━━ PROVIDED DATA ━━
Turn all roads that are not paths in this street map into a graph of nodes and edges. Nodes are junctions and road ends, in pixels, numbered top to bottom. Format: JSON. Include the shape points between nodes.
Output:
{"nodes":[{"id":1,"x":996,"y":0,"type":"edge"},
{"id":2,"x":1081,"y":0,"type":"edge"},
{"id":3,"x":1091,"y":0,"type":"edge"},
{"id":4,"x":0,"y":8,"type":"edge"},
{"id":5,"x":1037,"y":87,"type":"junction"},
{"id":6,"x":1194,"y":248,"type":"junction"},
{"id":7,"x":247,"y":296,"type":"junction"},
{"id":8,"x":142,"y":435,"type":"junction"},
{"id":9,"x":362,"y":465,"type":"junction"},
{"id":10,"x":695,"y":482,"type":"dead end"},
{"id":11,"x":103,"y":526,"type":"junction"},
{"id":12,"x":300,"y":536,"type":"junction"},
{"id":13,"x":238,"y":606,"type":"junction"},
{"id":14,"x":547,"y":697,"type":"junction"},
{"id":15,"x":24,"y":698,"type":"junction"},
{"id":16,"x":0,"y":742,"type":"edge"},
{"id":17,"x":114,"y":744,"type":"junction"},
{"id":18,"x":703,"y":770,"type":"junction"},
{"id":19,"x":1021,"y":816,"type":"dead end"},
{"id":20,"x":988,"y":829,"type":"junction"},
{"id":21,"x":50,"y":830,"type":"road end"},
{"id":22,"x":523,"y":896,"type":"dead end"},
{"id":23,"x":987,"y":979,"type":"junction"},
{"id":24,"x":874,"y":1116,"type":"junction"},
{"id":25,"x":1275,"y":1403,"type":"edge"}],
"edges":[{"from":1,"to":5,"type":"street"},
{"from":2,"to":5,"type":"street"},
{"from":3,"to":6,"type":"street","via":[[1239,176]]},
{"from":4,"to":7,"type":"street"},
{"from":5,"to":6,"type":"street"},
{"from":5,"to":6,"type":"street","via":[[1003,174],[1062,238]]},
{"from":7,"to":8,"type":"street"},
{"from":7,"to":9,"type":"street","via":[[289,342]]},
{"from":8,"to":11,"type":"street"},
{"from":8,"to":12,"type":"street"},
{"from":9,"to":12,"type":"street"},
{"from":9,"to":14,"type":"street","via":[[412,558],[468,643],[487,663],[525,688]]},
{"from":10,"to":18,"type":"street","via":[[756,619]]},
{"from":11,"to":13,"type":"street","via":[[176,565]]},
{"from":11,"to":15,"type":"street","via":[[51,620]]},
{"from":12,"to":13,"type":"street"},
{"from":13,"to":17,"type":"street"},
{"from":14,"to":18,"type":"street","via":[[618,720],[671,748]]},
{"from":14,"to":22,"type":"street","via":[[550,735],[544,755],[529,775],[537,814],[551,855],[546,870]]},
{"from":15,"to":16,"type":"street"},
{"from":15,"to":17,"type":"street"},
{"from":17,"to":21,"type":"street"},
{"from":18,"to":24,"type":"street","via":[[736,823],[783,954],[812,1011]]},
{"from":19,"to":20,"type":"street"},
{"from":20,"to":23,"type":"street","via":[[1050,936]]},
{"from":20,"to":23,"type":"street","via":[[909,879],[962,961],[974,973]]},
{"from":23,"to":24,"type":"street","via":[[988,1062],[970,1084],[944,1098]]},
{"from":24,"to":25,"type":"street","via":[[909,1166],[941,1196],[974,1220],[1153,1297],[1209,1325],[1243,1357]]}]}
━━━
Transcribe the data in full, keeping every detail.

## [ANSWER SPACE]
Turn all roads that are not paths in this street map into a graph of nodes and edges. Nodes are junctions and road ends, in pixels, numbered top to bottom. Format: JSON. Include the shape points between nodes.
Output:
{"nodes":[{"id":1,"x":996,"y":0,"type":"edge"},
{"id":2,"x":1081,"y":0,"type":"edge"},
{"id":3,"x":1091,"y":0,"type":"edge"},
{"id":4,"x":0,"y":8,"type":"edge"},
{"id":5,"x":1037,"y":87,"type":"junction"},
{"id":6,"x":1194,"y":248,"type":"junction"},
{"id":7,"x":247,"y":296,"type":"junction"},
{"id":8,"x":142,"y":435,"type":"junction"},
{"id":9,"x":362,"y":465,"type":"junction"},
{"id":10,"x":695,"y":482,"type":"dead end"},
{"id":11,"x":103,"y":526,"type":"junction"},
{"id":12,"x":300,"y":536,"type":"junction"},
{"id":13,"x":238,"y":606,"type":"junction"},
{"id":14,"x":547,"y":697,"type":"junction"},
{"id":15,"x":24,"y":698,"type":"junction"},
{"id":16,"x":0,"y":742,"type":"edge"},
{"id":17,"x":114,"y":744,"type":"junction"},
{"id":18,"x":703,"y":770,"type":"junction"},
{"id":19,"x":1021,"y":816,"type":"dead end"},
{"id":20,"x":988,"y":829,"type":"junction"},
{"id":21,"x":50,"y":830,"type":"road end"},
{"id":22,"x":523,"y":896,"type":"dead end"},
{"id":23,"x":987,"y":979,"type":"junction"},
{"id":24,"x":874,"y":1116,"type":"junction"},
{"id":25,"x":1275,"y":1403,"type":"edge"}],
"edges":[{"from":1,"to":5,"type":"street"},
{"from":2,"to":5,"type":"street"},
{"from":3,"to":6,"type":"street","via":[[1239,176]]},
{"from":4,"to":7,"type":"street"},
{"from":5,"to":6,"type":"street"},
{"from":5,"to":6,"type":"street","via":[[1003,174],[1062,238]]},
{"from":7,"to":8,"type":"street"},
{"from":7,"to":9,"type":"street","via":[[289,342]]},
{"from":8,"to":11,"type":"street"},
{"from":8,"to":12,"type":"street"},
{"from":9,"to":12,"type":"street"},
{"from":9,"to":14,"type":"street","via":[[412,558],[468,643],[487,663],[525,688]]},
{"from":10,"to":18,"type":"street","via":[[756,619]]},
{"from":11,"to":13,"type":"street","via":[[176,565]]},
{"from":11,"to":15,"type":"street","via":[[51,620]]},
{"from":12,"to":13,"type":"street"},
{"from":13,"to":17,"type":"street"},
{"from":14,"to":18,"type":"street","via":[[618,720],[671,748]]},
{"from":14,"to":22,"type":"street","via":[[550,735],[544,755],[529,775],[537,814],[551,855],[546,870]]},
{"from":15,"to":16,"type":"street"},
{"from":15,"to":17,"type":"street"},
{"from":17,"to":21,"type":"street"},
{"from":18,"to":24,"type":"street","via":[[736,823],[783,954],[812,1011]]},
{"from":19,"to":20,"type":"street"},
{"from":20,"to":23,"type":"street","via":[[1050,936]]},
{"from":20,"to":23,"type":"street","via":[[909,879],[962,961],[974,973]]},
{"from":23,"to":24,"type":"street","via":[[988,1062],[970,1084],[944,1098]]},
{"from":24,"to":25,"type":"street","via":[[909,1166],[941,1196],[974,1220],[1153,1297],[1209,1325],[1243,1357]]}]}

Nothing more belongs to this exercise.